**HOW TO COMPLETE THIS TASK**:
Using the data that follows, give again word for word the lines between the one holding "pinky tip: (262, 216)" and the one holding "index tip: (254, 296)", inclusive. Omit the pictures.

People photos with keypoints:
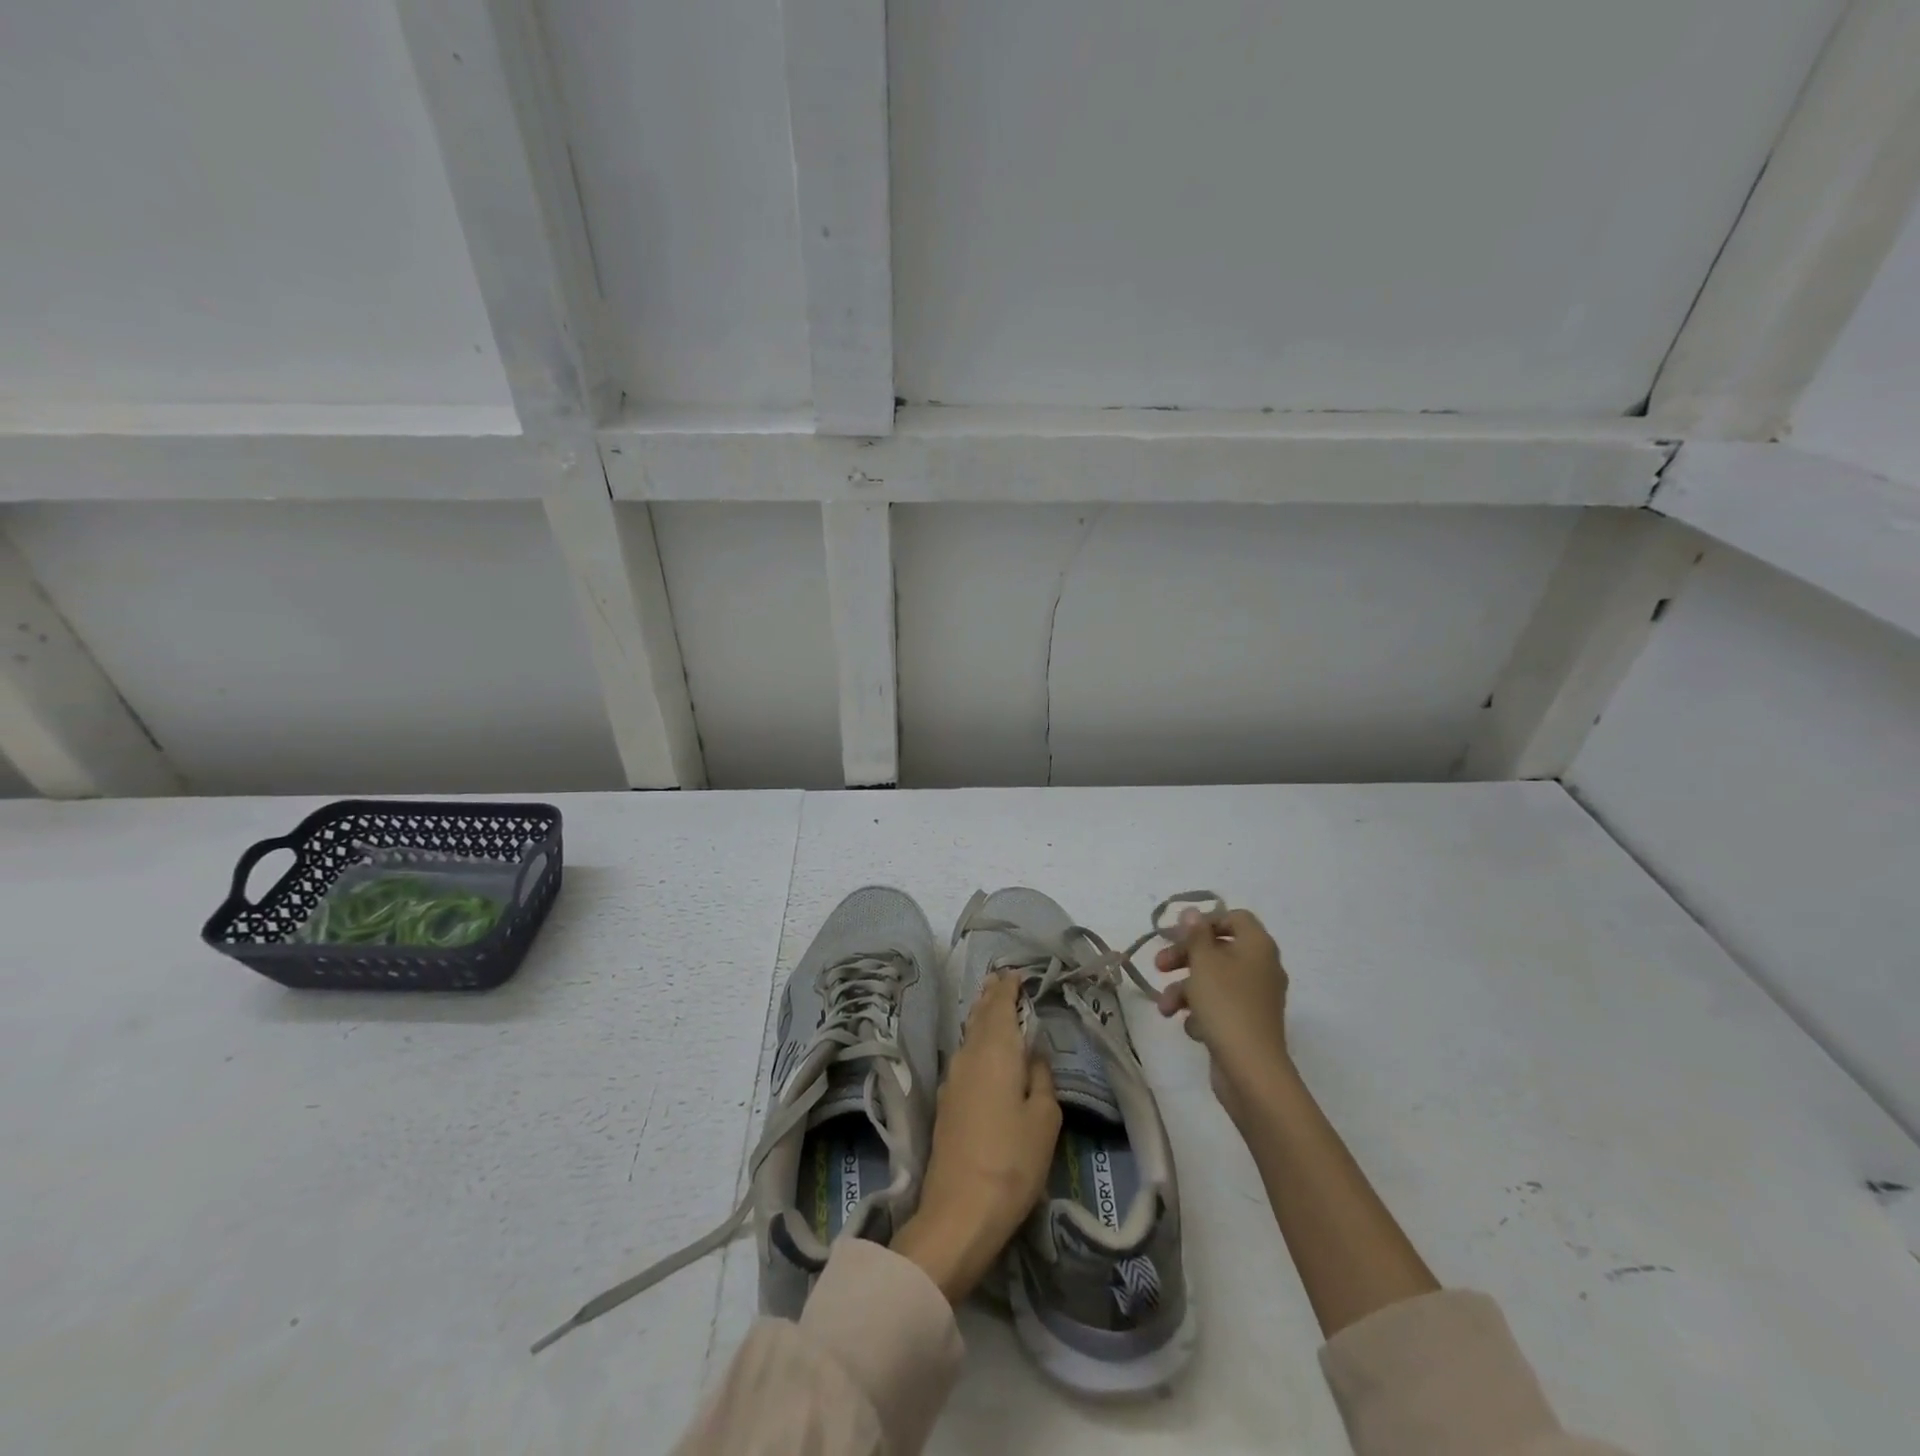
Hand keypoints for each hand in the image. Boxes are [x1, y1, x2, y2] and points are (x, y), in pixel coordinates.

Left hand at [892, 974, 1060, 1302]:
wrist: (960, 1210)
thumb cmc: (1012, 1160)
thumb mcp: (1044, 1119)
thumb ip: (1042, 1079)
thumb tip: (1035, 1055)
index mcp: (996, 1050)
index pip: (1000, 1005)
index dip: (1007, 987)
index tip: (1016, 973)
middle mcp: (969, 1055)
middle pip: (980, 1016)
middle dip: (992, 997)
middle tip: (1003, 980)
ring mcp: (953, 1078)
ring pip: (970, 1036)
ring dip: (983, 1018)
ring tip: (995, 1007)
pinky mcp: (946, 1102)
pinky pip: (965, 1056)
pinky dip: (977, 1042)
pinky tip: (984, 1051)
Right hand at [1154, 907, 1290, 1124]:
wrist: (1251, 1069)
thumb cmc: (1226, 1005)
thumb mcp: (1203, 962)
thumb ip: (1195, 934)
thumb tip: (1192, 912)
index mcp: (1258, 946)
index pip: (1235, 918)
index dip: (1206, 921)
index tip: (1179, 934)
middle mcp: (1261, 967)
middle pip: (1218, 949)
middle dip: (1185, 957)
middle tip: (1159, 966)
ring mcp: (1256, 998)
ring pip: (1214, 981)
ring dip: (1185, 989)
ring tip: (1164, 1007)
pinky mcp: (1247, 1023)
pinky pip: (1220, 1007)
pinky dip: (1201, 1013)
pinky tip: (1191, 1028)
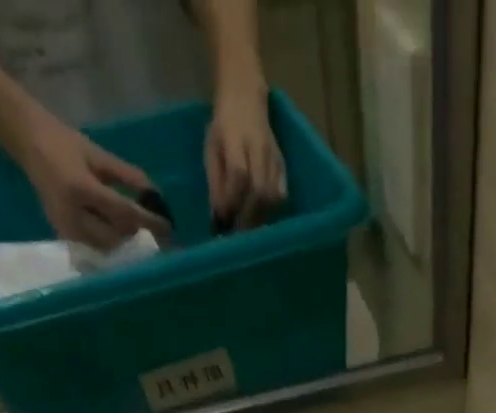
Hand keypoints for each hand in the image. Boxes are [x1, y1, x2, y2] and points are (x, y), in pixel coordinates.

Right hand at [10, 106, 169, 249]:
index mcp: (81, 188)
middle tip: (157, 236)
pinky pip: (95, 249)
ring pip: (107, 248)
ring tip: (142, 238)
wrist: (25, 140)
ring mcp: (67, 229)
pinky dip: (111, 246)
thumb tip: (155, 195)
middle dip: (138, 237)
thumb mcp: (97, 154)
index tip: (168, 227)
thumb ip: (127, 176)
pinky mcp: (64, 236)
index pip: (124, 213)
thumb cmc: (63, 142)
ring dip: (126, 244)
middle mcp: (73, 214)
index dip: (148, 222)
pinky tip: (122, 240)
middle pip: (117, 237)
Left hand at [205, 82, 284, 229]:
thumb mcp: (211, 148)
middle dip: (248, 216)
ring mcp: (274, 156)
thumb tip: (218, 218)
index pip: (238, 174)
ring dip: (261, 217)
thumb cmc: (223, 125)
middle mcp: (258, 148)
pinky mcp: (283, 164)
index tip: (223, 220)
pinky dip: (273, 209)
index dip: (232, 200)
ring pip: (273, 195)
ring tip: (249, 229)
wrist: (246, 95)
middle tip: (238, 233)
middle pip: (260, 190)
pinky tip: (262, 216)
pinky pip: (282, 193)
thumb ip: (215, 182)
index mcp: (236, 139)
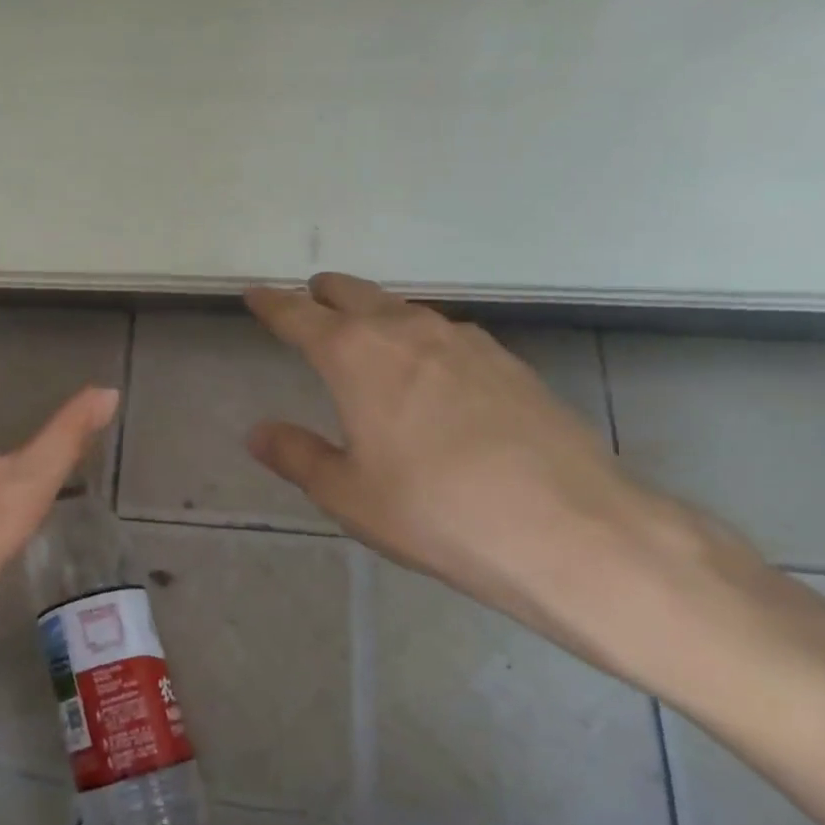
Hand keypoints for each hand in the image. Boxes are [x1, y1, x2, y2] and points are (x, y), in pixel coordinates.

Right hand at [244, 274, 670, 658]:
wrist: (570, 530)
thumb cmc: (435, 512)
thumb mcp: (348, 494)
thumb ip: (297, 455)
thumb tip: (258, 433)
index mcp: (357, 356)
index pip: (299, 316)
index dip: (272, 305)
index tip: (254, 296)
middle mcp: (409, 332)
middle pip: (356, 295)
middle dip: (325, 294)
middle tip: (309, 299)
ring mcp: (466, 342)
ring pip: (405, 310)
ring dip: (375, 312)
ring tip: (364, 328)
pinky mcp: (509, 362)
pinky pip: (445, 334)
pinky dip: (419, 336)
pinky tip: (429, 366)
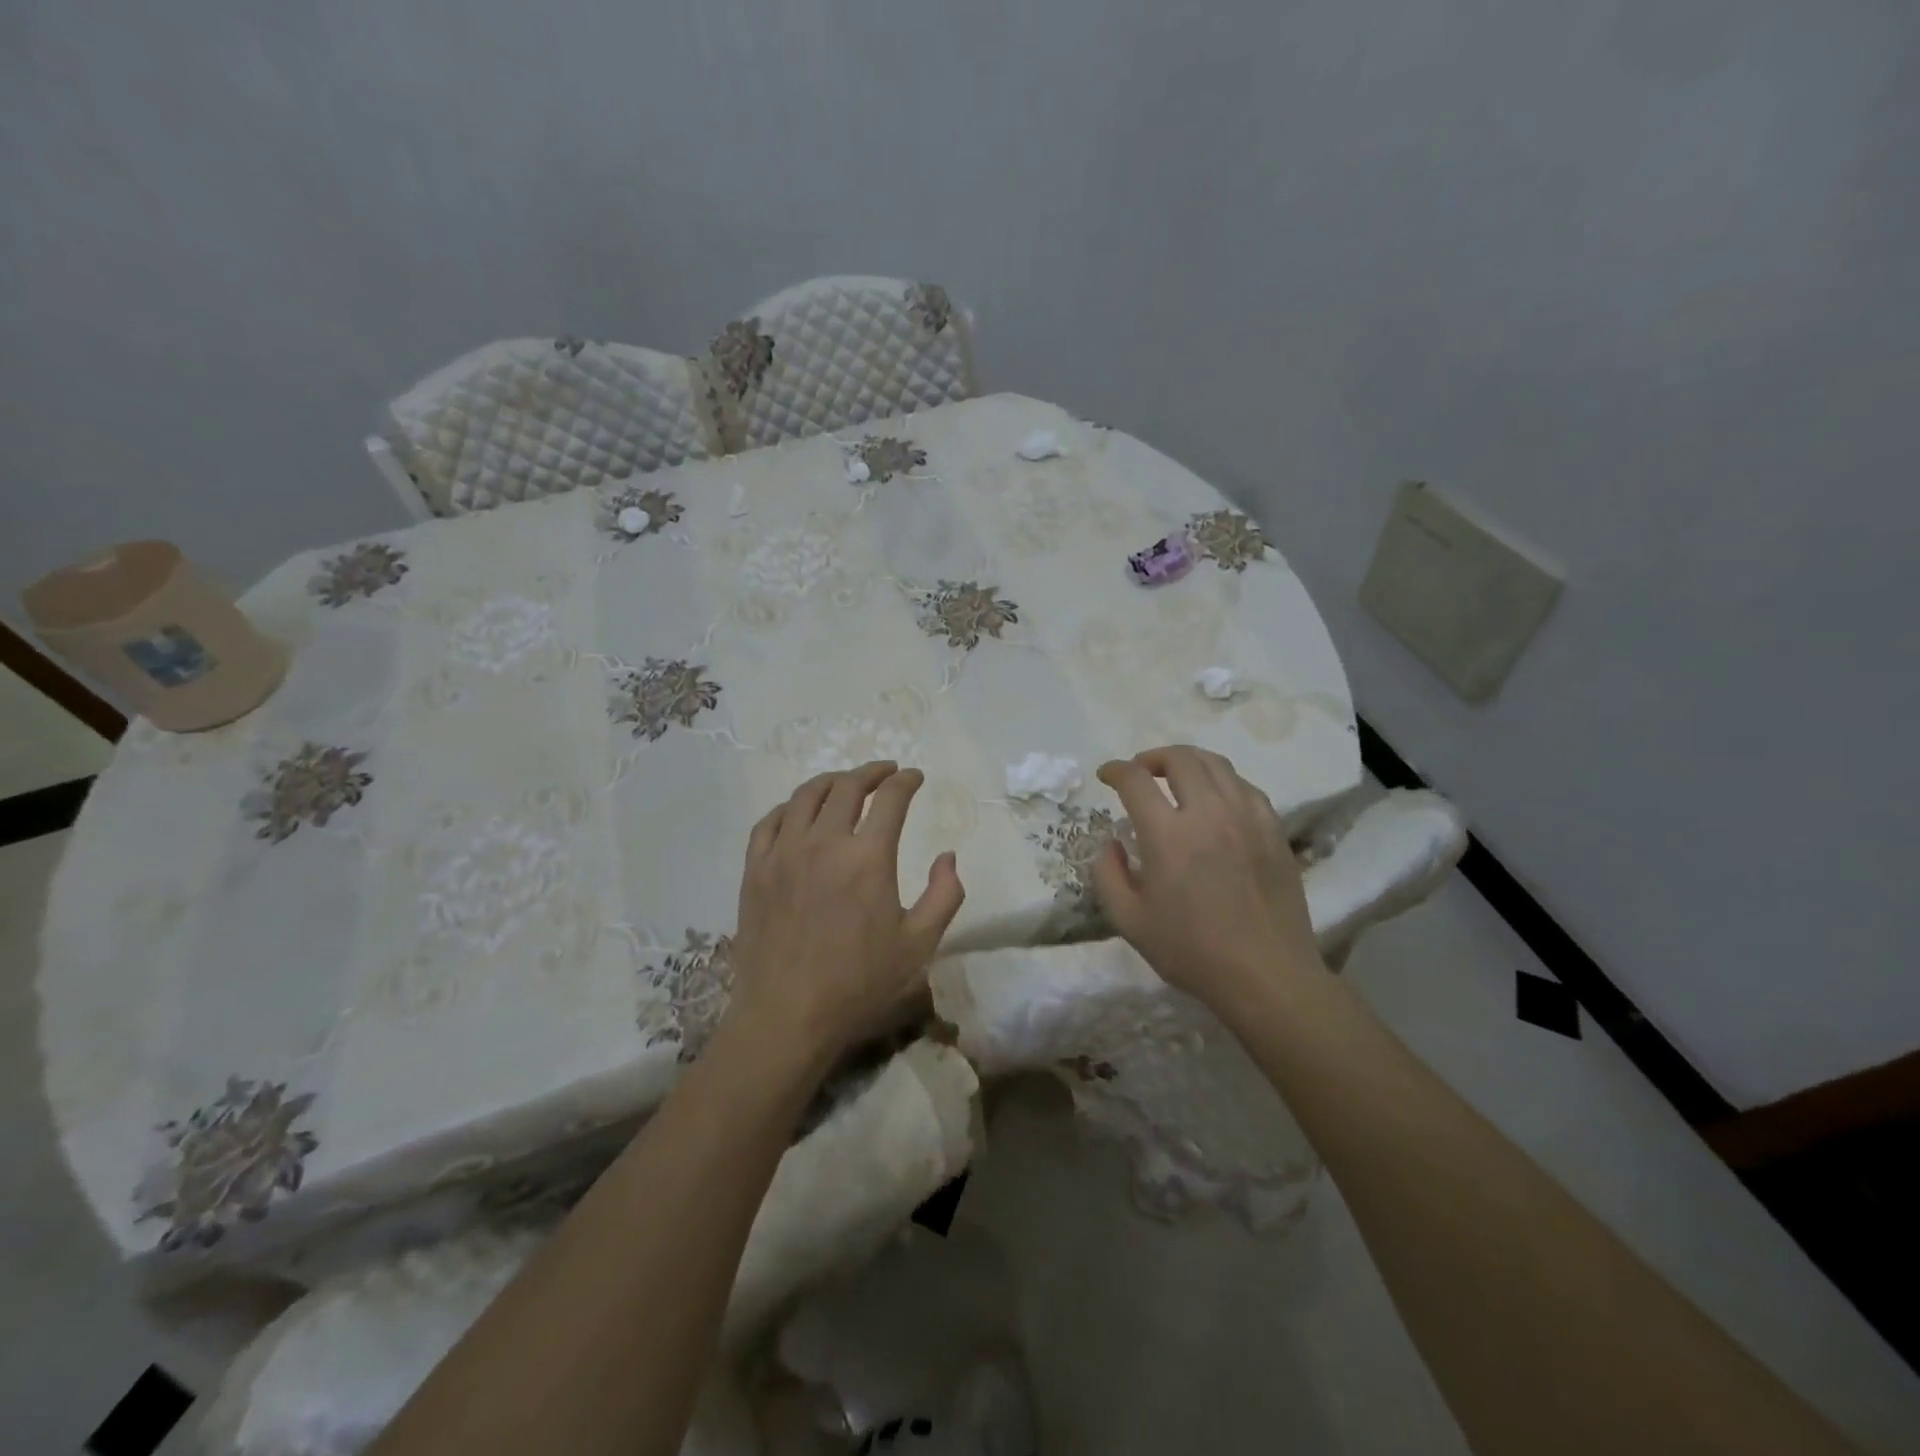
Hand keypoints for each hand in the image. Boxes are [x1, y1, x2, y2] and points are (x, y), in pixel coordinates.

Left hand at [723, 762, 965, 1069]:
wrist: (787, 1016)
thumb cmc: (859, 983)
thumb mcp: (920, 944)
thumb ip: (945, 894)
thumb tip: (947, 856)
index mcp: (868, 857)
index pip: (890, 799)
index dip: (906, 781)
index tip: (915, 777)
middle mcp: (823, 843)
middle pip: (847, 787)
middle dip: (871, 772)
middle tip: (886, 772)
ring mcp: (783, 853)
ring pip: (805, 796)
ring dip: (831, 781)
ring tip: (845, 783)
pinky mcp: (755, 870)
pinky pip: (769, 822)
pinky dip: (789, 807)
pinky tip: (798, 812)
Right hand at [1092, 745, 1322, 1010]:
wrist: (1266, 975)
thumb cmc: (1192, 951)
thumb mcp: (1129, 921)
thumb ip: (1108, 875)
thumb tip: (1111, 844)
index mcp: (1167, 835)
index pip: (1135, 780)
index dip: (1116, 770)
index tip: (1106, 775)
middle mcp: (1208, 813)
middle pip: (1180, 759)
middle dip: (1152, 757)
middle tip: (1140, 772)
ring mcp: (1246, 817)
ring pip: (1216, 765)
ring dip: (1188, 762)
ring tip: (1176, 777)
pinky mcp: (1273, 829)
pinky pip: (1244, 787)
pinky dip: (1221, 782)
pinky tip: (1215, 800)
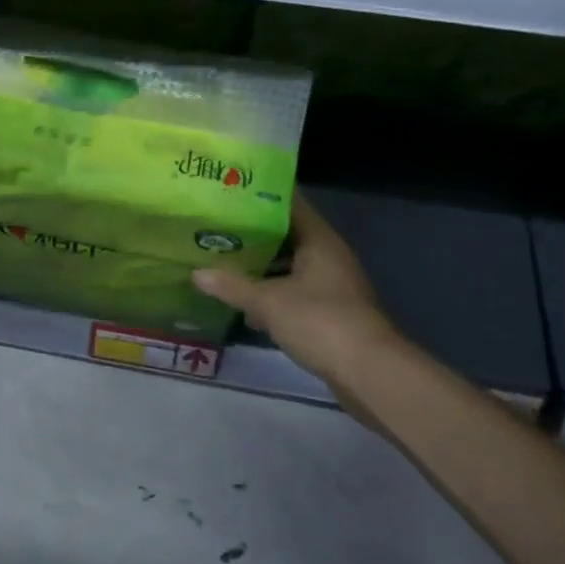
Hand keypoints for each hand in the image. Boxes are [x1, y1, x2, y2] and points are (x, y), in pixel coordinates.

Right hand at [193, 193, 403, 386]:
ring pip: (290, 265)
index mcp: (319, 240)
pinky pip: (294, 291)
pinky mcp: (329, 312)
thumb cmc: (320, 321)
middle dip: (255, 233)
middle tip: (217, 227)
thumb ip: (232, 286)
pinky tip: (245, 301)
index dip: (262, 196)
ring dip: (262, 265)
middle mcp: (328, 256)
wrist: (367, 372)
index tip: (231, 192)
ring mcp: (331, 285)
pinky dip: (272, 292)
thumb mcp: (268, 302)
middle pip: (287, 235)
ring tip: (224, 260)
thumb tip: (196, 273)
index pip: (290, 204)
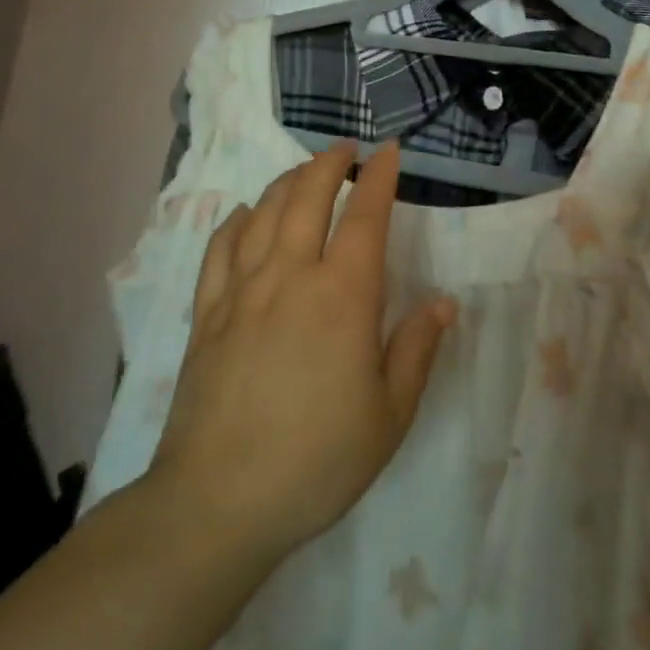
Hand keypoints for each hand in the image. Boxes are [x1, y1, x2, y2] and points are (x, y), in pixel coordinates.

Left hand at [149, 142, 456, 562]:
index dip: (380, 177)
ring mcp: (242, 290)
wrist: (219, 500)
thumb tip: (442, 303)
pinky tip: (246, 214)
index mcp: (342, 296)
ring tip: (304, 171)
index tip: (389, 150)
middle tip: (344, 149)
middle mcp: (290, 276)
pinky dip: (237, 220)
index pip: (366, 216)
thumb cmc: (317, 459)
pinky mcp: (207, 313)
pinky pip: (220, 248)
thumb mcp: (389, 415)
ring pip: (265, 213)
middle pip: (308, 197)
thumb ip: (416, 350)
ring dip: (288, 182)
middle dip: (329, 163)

**RESPONSE BOX**:
pinky tip: (262, 216)
pinky pip: (282, 193)
thumb ip: (215, 182)
index mcp: (236, 139)
Hand keypoints for each hand in the image. Boxes are [x1, y1, x2, y2] and points are (x, y), in pixel coordinates.

Right hand at [244, 274, 670, 658]:
wrist: (570, 530)
thumb cmc: (435, 512)
thumb mcp: (348, 494)
thumb ip: (297, 455)
thumb tip: (258, 433)
index mcp: (357, 356)
index pip: (299, 316)
index dip: (272, 305)
index tip: (254, 296)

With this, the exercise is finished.